The romance of steam trains has captured millions all over the world.

Anyone who has watched Thomas The Tank Engine, Murder on the Orient Express or taken a ride in one can attest, that steam trains still hold a special place in our imaginations.

Steam trains burn coal in a firebox to boil water until it turns to steam. The steam is forced through powerful pistons to give the engine the power to drive the wheels.

The first steam locomotive was operated on 21 February 1804 in the United Kingdom.

They were superseded by electric and diesel locomotives in the late 1930s with the majority of steam locomotives retiring from regular service by the 1980s.

Maybe that’s why Ipswich’s Workshop Rail Museum has proven so popular. Or maybe it’s the little facts of unknown history which lie beneath the colourful facade. 

 

Ipswich First discovered 5 things you may not know about The Workshops Rail Museum
1. Electricity came first

The Powerhouse is the beautiful brick building near the café. It was one of the first buildings completed at the workshops in 1902.

The 2-phase 60 cycle system provided electricity to the 200 electric motors on site at least 15 years before electricity came to Ipswich itself.

Electricity was also provided to the Ipswich Railway Station and shunting yard on the south side of the Bremer River.

Images Courtesy of the Australian War Memorial
2. Last Chance to see Mephisto

Of Germany’s A7V Sturmpanzerwagen, only 20 were ever built for use in war. They saw limited service on the Western Front in 1918, and today only one survives, number 506, “Mephisto”, making it the rarest tank in the world.

Most of the other tanks were scrapped in the years following the Armistice.

The figure of Mephistopheles, a red smiling Faustian demon, with a British tank tucked under its arm, was painted on the tank.

In July 1918 a detachment of soldiers from the 26th Battalion, mainly comprised of Queenslanders, helped recover the abandoned tank and drag it back to the allied lines.

Brought to Australia in 1919 as a war trophy, Mephisto has been housed mostly at the Queensland Museum in Brisbane.
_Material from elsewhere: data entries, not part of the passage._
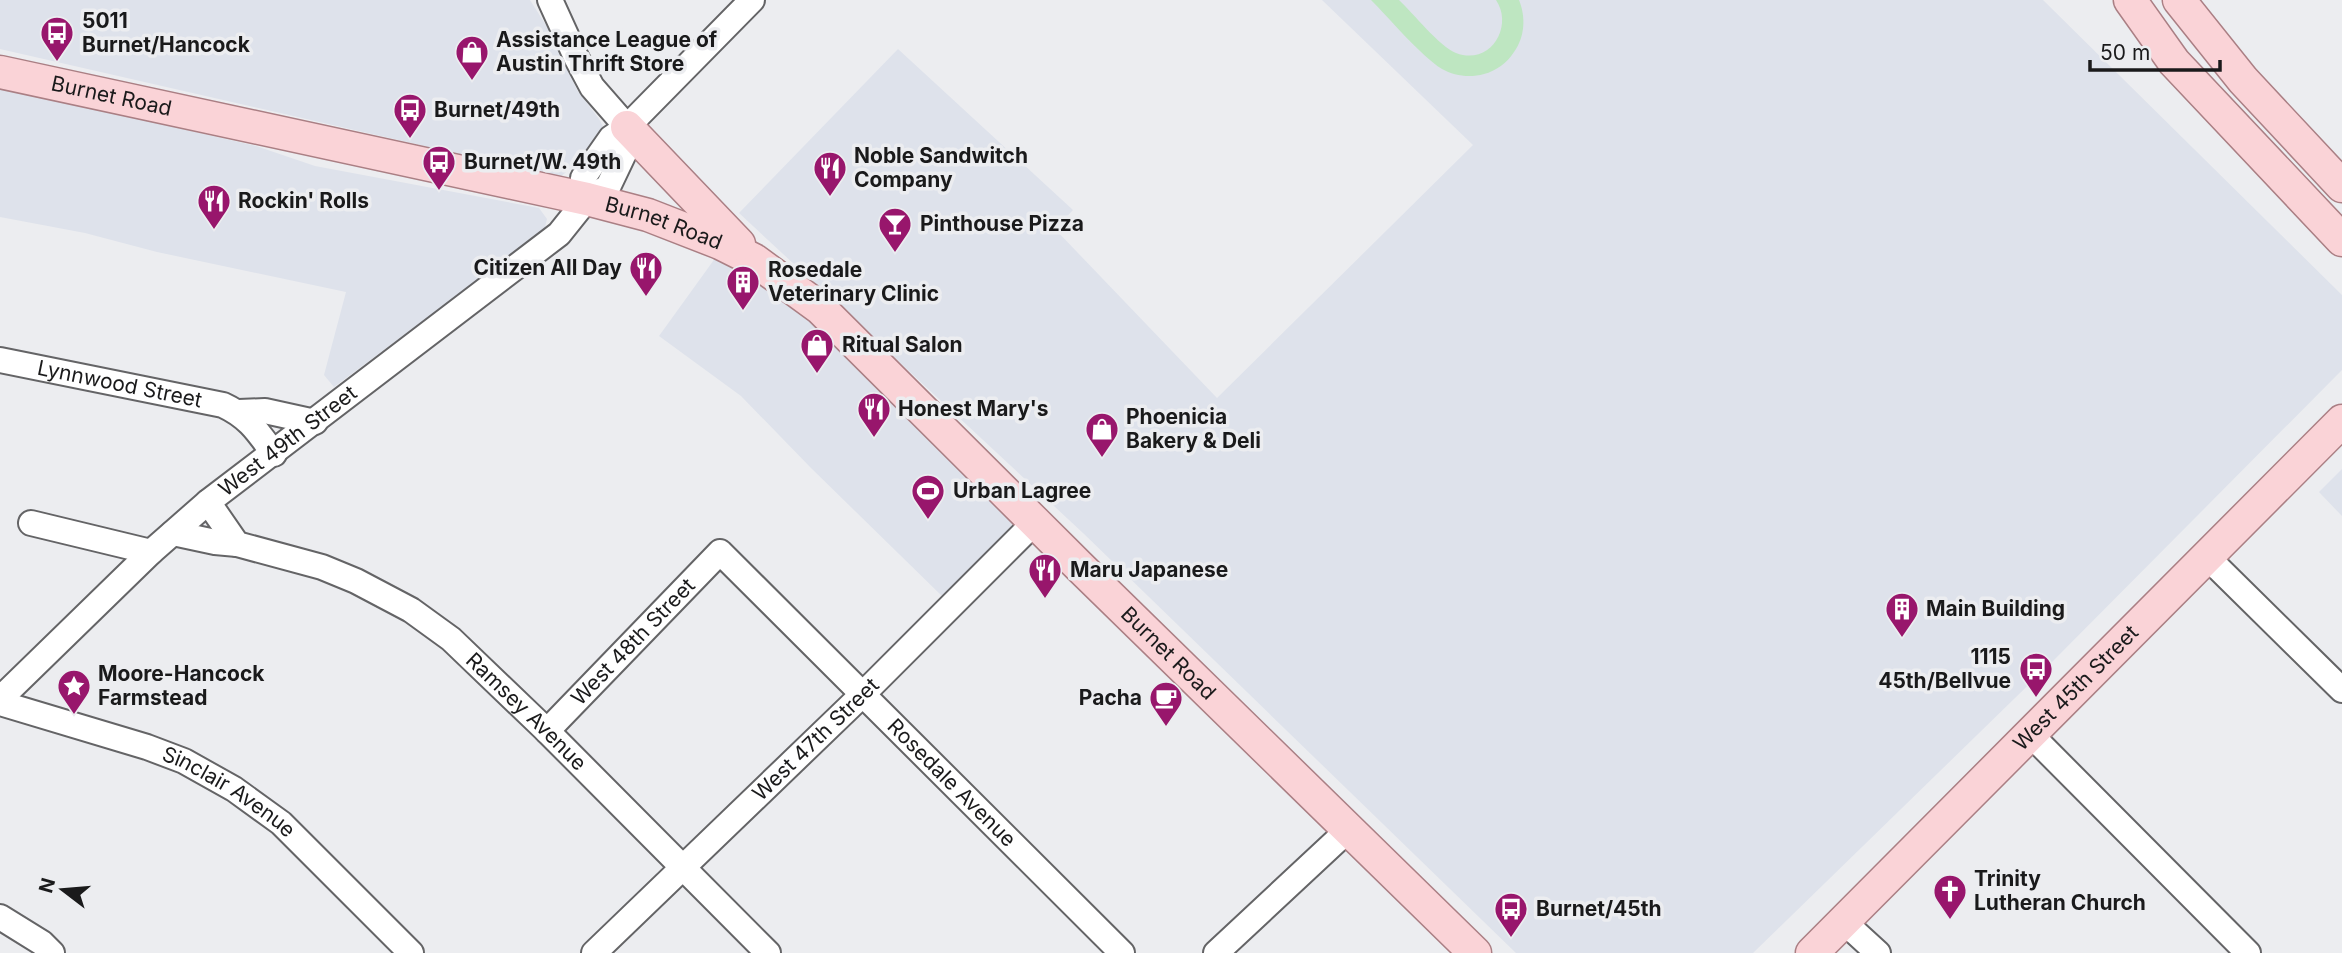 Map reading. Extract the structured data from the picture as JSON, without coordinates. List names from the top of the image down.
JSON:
{
  "streets": {
    "main road": ["Burnet Road", "West 45th Street"],
    "street": [
      "Lynnwood Street",
      "West 49th Street",
      "West 48th Street",
      "Ramsey Avenue",
      "West 47th Street",
      "Rosedale Avenue",
      "Sinclair Avenue"
    ]
  },
  "crossings": [
    ["Burnet Road", "West 49th Street"],
    ["Burnet Road", "West 47th Street"],
    ["Lynnwood Street", "West 49th Street"],
    ["West 49th Street", "Ramsey Avenue"],
    ["West 49th Street", "Sinclair Avenue"],
    ["West 48th Street", "Ramsey Avenue"],
    ["West 48th Street", "Rosedale Avenue"],
    ["Ramsey Avenue", "West 47th Street"],
    ["West 47th Street", "Rosedale Avenue"]
  ],
  "places": {
    "bus stop": [
      "5011 Burnet/Hancock",
      "Burnet/49th",
      "Burnet/W. 49th",
      "1115 45th/Bellvue",
      "Burnet/45th"
    ],
    "shop": ["Assistance League of Austin Thrift Store", "Ritual Salon", "Phoenicia Bakery & Deli"],
    "restaurant": [
      "Noble Sandwitch Company",
      "Rockin' Rolls",
      "Citizen All Day",
      "Honest Mary's",
      "Maru Japanese"
    ],
    "bar": ["Pinthouse Pizza"],
    "building": ["Rosedale Veterinary Clinic", "Main Building"],
    "sports": ["Urban Lagree"],
    "place": ["Moore-Hancock Farmstead"],
    "cafe": ["Pacha"],
    "church": ["Trinity Lutheran Church"]
  },
  "scale_bar": "50 m",
  "north": "left"
}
It has also spent time at the Australian War Memorial in Canberra and at The Workshops Rail Museum since 2013. Early next year it will be returned to the Brisbane for permanent display in a new Queensland Remembers Gallery, which is due to open late 2018.

 

3. Colourful gardens dotted the sooty landscape

Gardens were a little known feature of life at the Ipswich Railway Workshops, with workers putting a great deal of effort into landscaping around their workshops during meal breaks and spare time.

Features included fruit trees, blowing greens and fishponds. Various parts of the workshops would try to outdo each other with the most elaborate and beautiful garden spaces. You can still see evidence of some of these gardens today.

George Berrell worked at the Workshops for over 30 years from 1965 and he tells his recollections of the gardens in Memoirs of the Queensland Museum – Culture journal.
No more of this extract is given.